Monday, January 25, 2010

Test cases for basic Facebook Connect integration

I recently spent a couple of days adding some basic Facebook Connect functionality to an existing site with it's own Login/Auth system. The process isn't too hard and there are several examples and even a nice tutorial which shows you exactly how to hook this up.

The tutorials and the Facebook developer wiki to a good job of getting you on the right path and putting up a quick working implementation. However, there are several subtleties that need to be addressed, depending on the requirements of the existing site. I didn't really find a good compilation of these 'test cases' anywhere. Facebook's own documentation probably references several of these but they're scattered all over their wiki page and are very easy to miss if your primary focus is getting this stuff up and running quickly.

This blog post is my attempt to compile of list of things you need to think about when adding Facebook Connect support for sign up/login or linked accounts on an existing site with its own authorization system. Here are a few characteristics (pretty standard) of the existing site:
  • Authentication using a username/email address and password
  • Cookies to help keep users logged in
  • Accounts keyed by email address (i.e. 1:1 mapping between accounts and email address)
  • Ability to reset accounts by having a temp password send to user's email address
  • Fully ajax navigation (which complicates matter a little bit)
  • Logout functionality which clears up cookies
The goals for the Facebook Connect integration are pretty simple:
  • New User Sign Up without needing to create a site-specific password (email address needed)
  • Ability for existing users to link with their Facebook account
  • 1:1 mapping between accounts on your site and Facebook accounts
  • Single sign-on experience
Let's call the existing site YouFace. I won't go into how to get stuff hooked up or explaining how to implement this - it's not too complicated and there's a bunch of information online for it. Instead, treat this as a list of a few things you probably want to test when you're done. There shouldn't really be anything ground breaking here - this was just a convenient way for me to build a list of things to test on my own site. Some of these are handled by the Facebook Connect client library, while some need your application to do the right thing.
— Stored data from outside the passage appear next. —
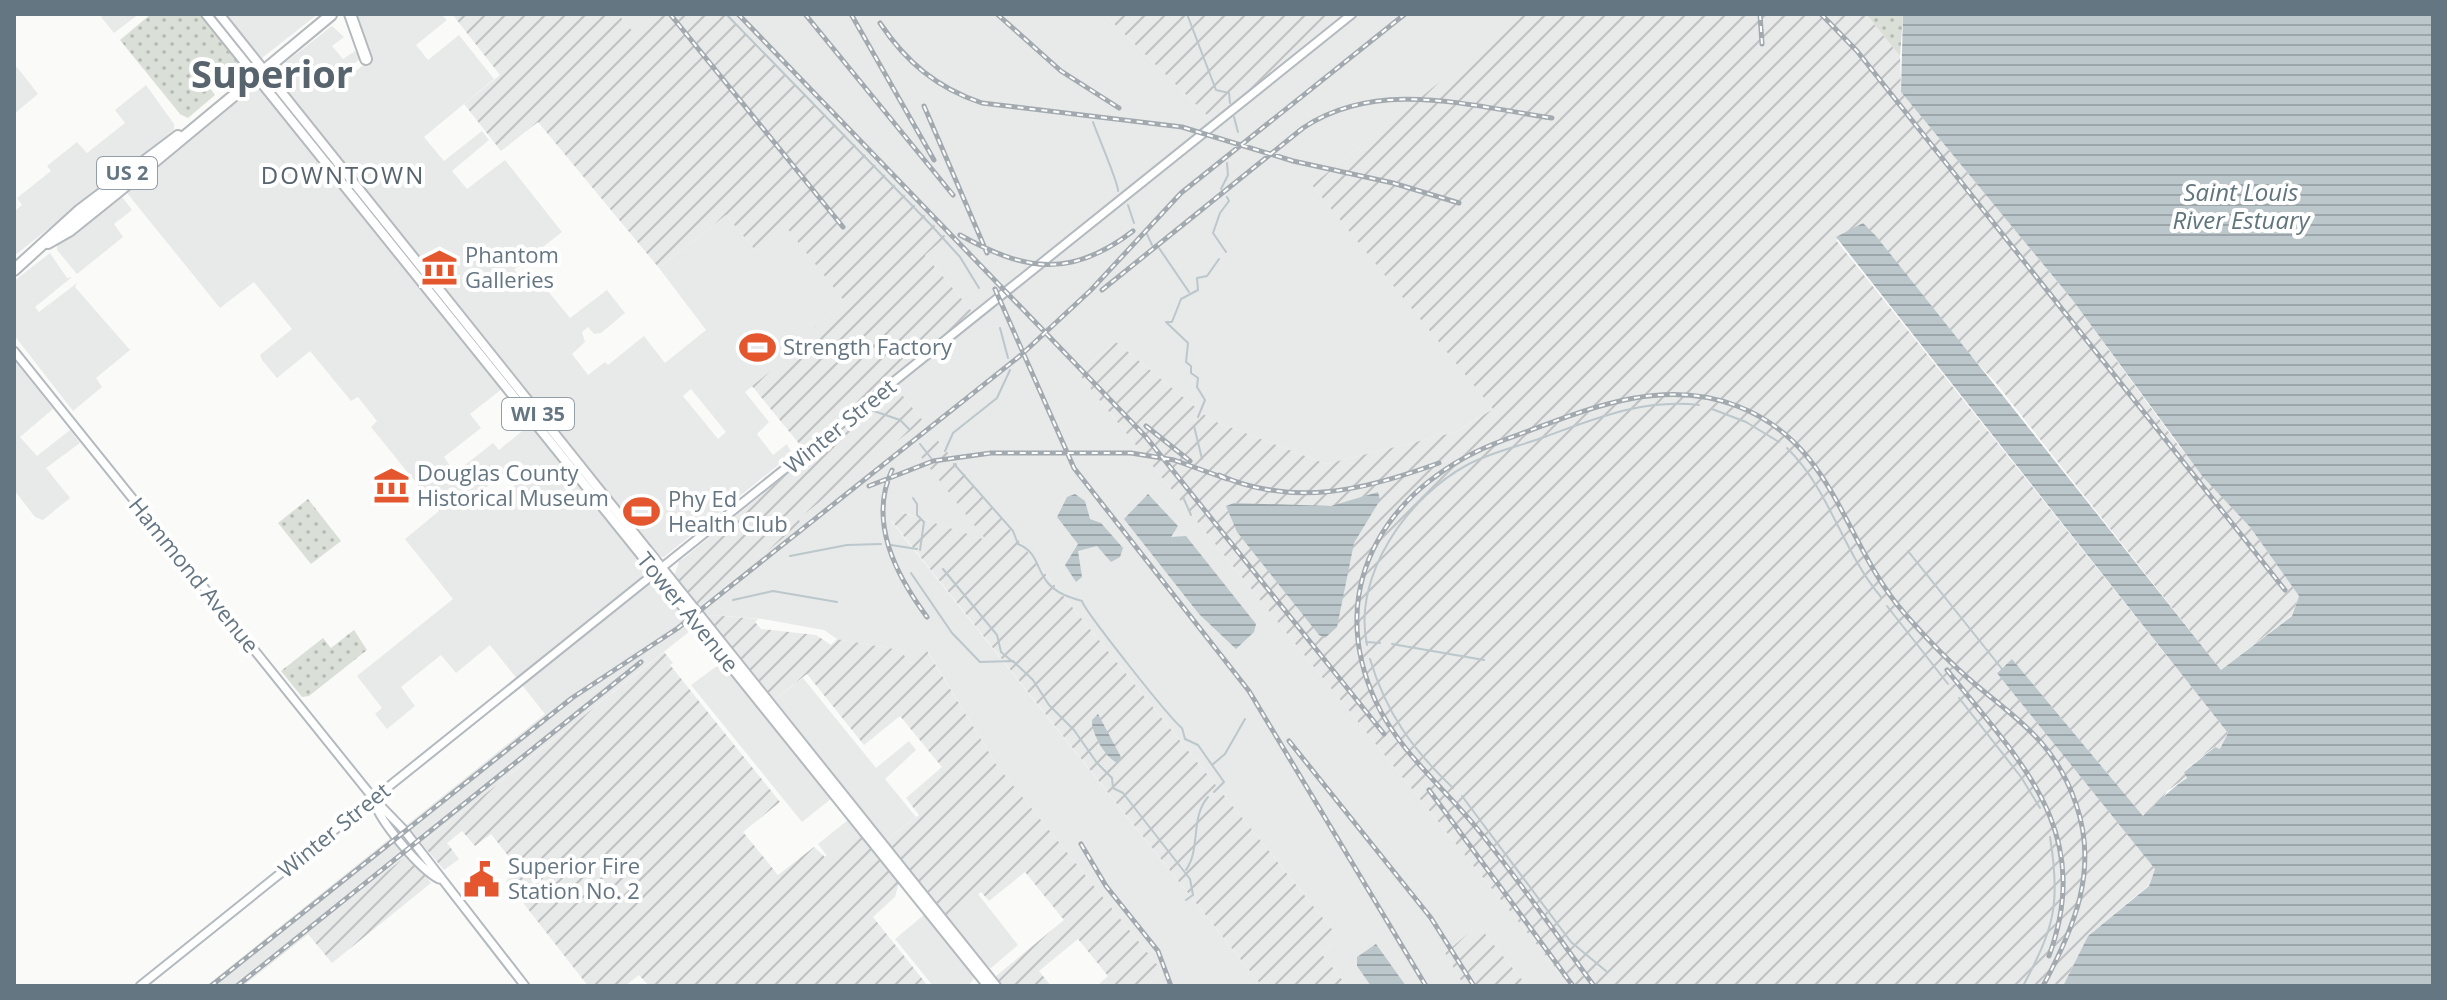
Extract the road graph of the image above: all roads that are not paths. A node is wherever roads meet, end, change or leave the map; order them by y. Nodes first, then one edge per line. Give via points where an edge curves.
1 (206, 14) edge
2 (219, 14) edge
3 (331, 14) edge
4 (338, 14) edge
5 (350, 14) edge
6 (1352, 14) edge
7 (366, 59) dead end
8 (259, 72) junction
9 (309, 141) junction
10 (334, 159) junction
11 (14, 270) edge
12 (14, 351) edge
13 (658, 569) junction
14 (374, 799) junction
15 (140, 986) edge
16 (525, 986) edge
17 (988, 986) edge
18 (996, 986) edge

1 - 8 main road, Tower Avenue / WI 35
2 - 8 main road, Tower Avenue / WI 35
3 - 4 highway, US 2
3 - 8 highway, US 2
5 - 7 highway
6 - 13 street, Winter Street
8 - 9 main road, Tower Avenue / WI 35
8 - 10 main road, Tower Avenue / WI 35
8 - 11 highway, US 2 via 187,131 159,146
9 - 10 main road
9 - 13 main road, Tower Avenue / WI 35
10 - 13 main road, Tower Avenue / WI 35
12 - 14 street, Hammond Avenue
13 - 14 street, Winter Street
13 - 17 main road, Tower Avenue / WI 35
13 - 18 main road, Tower Avenue / WI 35
14 - 15 street, Winter Street
14 - 16 street, Hammond Avenue via 379,814

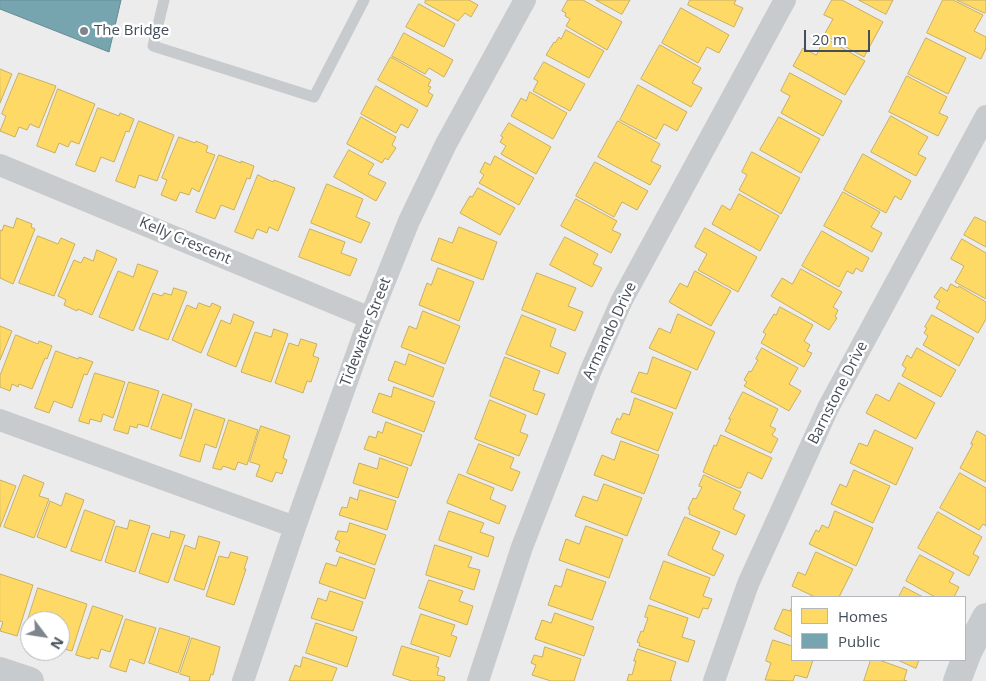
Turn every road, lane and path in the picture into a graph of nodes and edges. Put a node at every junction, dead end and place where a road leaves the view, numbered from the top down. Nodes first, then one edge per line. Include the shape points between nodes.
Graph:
1 (164, 0) edge
2 (364, 0) edge
3 (525, 0) edge
4 (785, 0) edge
5 (986, 116) edge
6 (0, 165) edge
7 (370, 318) junction
8 (0, 420) edge
9 (295, 527) junction
10 (986, 618) edge
11 (966, 657) edge
12 (965, 661) edge
13 (0, 671) edge
14 (30, 681) edge
15 (243, 681) edge
16 (478, 681) edge
17 (714, 681) edge
18 (957, 681) edge

1 - 2 lane via 153,46 314,96
3 - 7 street, Tidewater Street via 446,144 417,204
4 - 16 street, Armando Drive via 604,338 522,548
5 - 17 street, Barnstone Drive via 828,408 748,584
6 - 7 street, Kelly Crescent
7 - 9 street, Tidewater Street
8 - 9 street
9 - 15 street, Tidewater Street
10 - 11 street
12 - 18 street
13 - 14 street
Please comment if I've missed any cases or if some just appear wrong - I would love to fix my site!
  • Sign Up should fail if the user denies permission to the app (category: sign up)

  • Since we need access to an email address, Sign Up should fail if the user provides publish permission but denies email permission (category: sign up)
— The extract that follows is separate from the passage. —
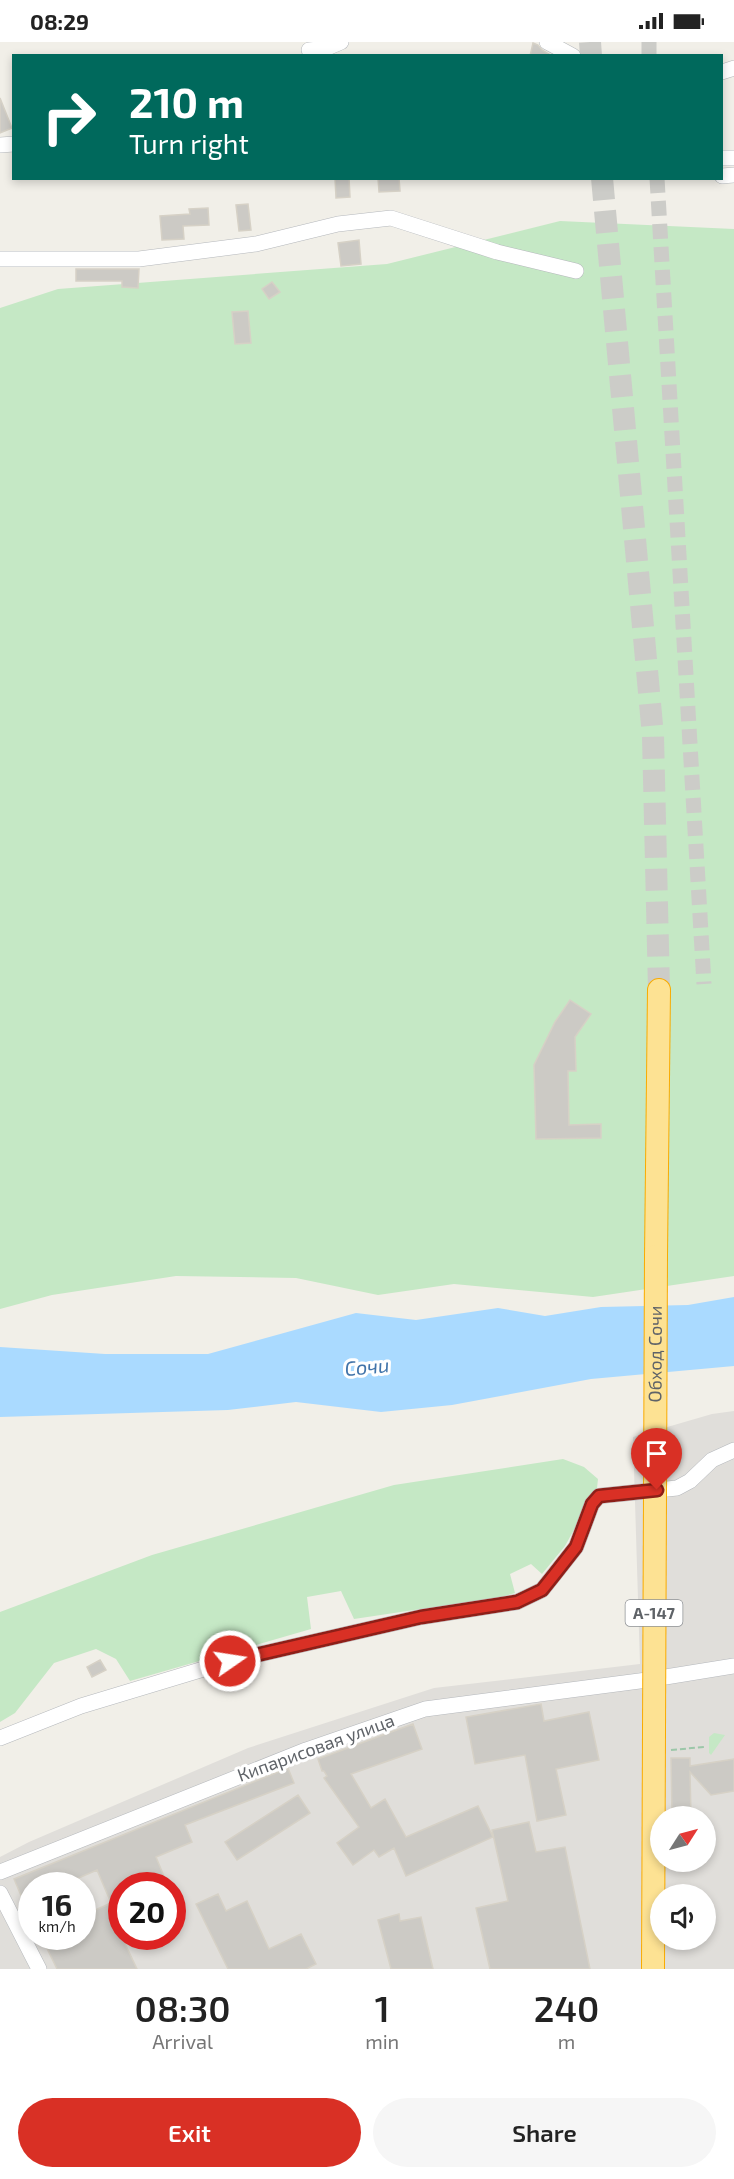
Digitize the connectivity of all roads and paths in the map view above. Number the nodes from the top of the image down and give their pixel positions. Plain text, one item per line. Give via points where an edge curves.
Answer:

  • If the user provides an email address that already exists in your system, fail Sign Up. Make sure no YouFace backend tables are modified (category: sign up, 1:1 mapping) PS - when this happens, I didn't find a way for you to de-authorize YouFace on the Facebook user's behalf. The user must manually do this if they wish you use the same account but provide a different email address.

  • Accounts created using Facebook Connect should not be able to login using YouFace's default email/password login system (category: sign in, account security). PS: Since YouFace accounts require a password and those created using Facebook Connect don't, make sure to insert a random password hash into your table to avoid silly errors

  • Accounts created using YouFace should be able to sign in without requiring to be signed into Facebook, even if when a link to a Facebook accounts exists (category: sign in)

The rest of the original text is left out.